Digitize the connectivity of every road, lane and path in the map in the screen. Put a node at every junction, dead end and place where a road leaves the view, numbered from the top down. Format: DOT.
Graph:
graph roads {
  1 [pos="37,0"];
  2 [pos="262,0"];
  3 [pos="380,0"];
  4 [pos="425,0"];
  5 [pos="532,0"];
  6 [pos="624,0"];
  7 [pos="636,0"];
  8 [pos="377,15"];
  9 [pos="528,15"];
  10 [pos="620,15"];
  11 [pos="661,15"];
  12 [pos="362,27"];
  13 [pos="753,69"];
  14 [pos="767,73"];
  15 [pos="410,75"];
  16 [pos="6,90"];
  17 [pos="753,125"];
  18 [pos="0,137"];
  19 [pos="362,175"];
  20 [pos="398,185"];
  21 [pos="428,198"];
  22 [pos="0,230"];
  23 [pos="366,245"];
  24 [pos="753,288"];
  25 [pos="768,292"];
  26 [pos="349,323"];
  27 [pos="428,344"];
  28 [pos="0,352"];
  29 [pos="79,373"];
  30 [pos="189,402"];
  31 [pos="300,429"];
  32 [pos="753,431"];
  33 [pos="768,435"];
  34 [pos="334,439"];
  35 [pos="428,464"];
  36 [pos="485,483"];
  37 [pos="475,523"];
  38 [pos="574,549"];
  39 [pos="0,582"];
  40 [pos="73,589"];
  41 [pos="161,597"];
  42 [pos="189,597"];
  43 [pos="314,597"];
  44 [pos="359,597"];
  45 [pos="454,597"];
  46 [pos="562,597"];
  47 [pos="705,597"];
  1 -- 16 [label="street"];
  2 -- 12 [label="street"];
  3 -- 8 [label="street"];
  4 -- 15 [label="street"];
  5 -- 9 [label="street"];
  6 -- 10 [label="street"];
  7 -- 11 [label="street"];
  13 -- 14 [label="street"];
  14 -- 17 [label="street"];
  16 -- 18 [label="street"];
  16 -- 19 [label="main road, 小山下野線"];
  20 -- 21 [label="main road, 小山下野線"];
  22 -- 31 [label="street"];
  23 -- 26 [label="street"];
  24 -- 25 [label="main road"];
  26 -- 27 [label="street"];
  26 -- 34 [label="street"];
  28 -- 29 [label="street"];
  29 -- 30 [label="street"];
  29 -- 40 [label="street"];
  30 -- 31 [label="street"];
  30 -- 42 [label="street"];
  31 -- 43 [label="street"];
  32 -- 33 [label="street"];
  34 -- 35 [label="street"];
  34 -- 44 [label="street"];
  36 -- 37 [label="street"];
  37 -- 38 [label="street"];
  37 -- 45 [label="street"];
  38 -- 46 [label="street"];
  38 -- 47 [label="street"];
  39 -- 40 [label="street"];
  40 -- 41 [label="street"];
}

---*---

• What needs to be done:
Output all of the data again. Match it exactly.

• Exercise solution:
Digitize the connectivity of every road, lane and path in the map in the screen. Put a node at every junction, dead end and place where a road leaves the view, numbered from the top down. Format: DOT.
Graph:
graph roads {
  1 [pos="37,0"];
  2 [pos="262,0"];
  3 [pos="380,0"];
  4 [pos="425,0"];
  5 [pos="532,0"];
  6 [pos="624,0"];
  7 [pos="636,0"];
  8 [pos="377,15"];
  9 [pos="528,15"];
  10 [pos="620,15"];
  11 [pos="661,15"];
  12 [pos="362,27"];
  13 [pos="753,69"];
  14 [pos="767,73"];
  15 [pos="410,75"];
  16 [pos="6,90"];
  17 [pos="753,125"];
  18 [pos="0,137"];
  19 [pos="362,175"];
  20 [pos="398,185"];
  21 [pos="428,198"];
  22 [pos="0,230"];
  23 [pos="366,245"];
  24 [pos="753,288"];
  25 [pos="768,292"];
  26 [pos="349,323"];
  27 [pos="428,344"];
  28 [pos="0,352"];
  29 [pos="79,373"];
  30 [pos="189,402"];
  31 [pos="300,429"];
  32 [pos="753,431"];
  33 [pos="768,435"];
  34 [pos="334,439"];
  35 [pos="428,464"];
  36 [pos="485,483"];
  37 [pos="475,523"];
  38 [pos="574,549"];
  39 [pos="0,582"];
  40 [pos="73,589"];
  41 [pos="161,597"];
  42 [pos="189,597"];
  43 [pos="314,597"];
  44 [pos="359,597"];
  45 [pos="454,597"];
  46 [pos="562,597"];
  47 [pos="705,597"];
  1 -- 16 [label="street"];
  2 -- 12 [label="street"];
  3 -- 8 [label="street"];
  4 -- 15 [label="street"];
  5 -- 9 [label="street"];
  6 -- 10 [label="street"];
  7 -- 11 [label="street"];
  13 -- 14 [label="street"];
  14 -- 17 [label="street"];
  16 -- 18 [label="street"];
  16 -- 19 [label="main road, 小山下野線"];
  20 -- 21 [label="main road, 小山下野線"];
  22 -- 31 [label="street"];
  23 -- 26 [label="street"];
  24 -- 25 [label="main road"];
  26 -- 27 [label="street"];
  26 -- 34 [label="street"];
  28 -- 29 [label="street"];
  29 -- 30 [label="street"];
  29 -- 40 [label="street"];
  30 -- 31 [label="street"];
  30 -- 42 [label="street"];
  31 -- 43 [label="street"];
  32 -- 33 [label="street"];
  34 -- 35 [label="street"];
  34 -- 44 [label="street"];
  36 -- 37 [label="street"];
  37 -- 38 [label="street"];
  37 -- 45 [label="street"];
  38 -- 46 [label="street"];
  38 -- 47 [label="street"];
  39 -- 40 [label="street"];
  40 -- 41 [label="street"];
}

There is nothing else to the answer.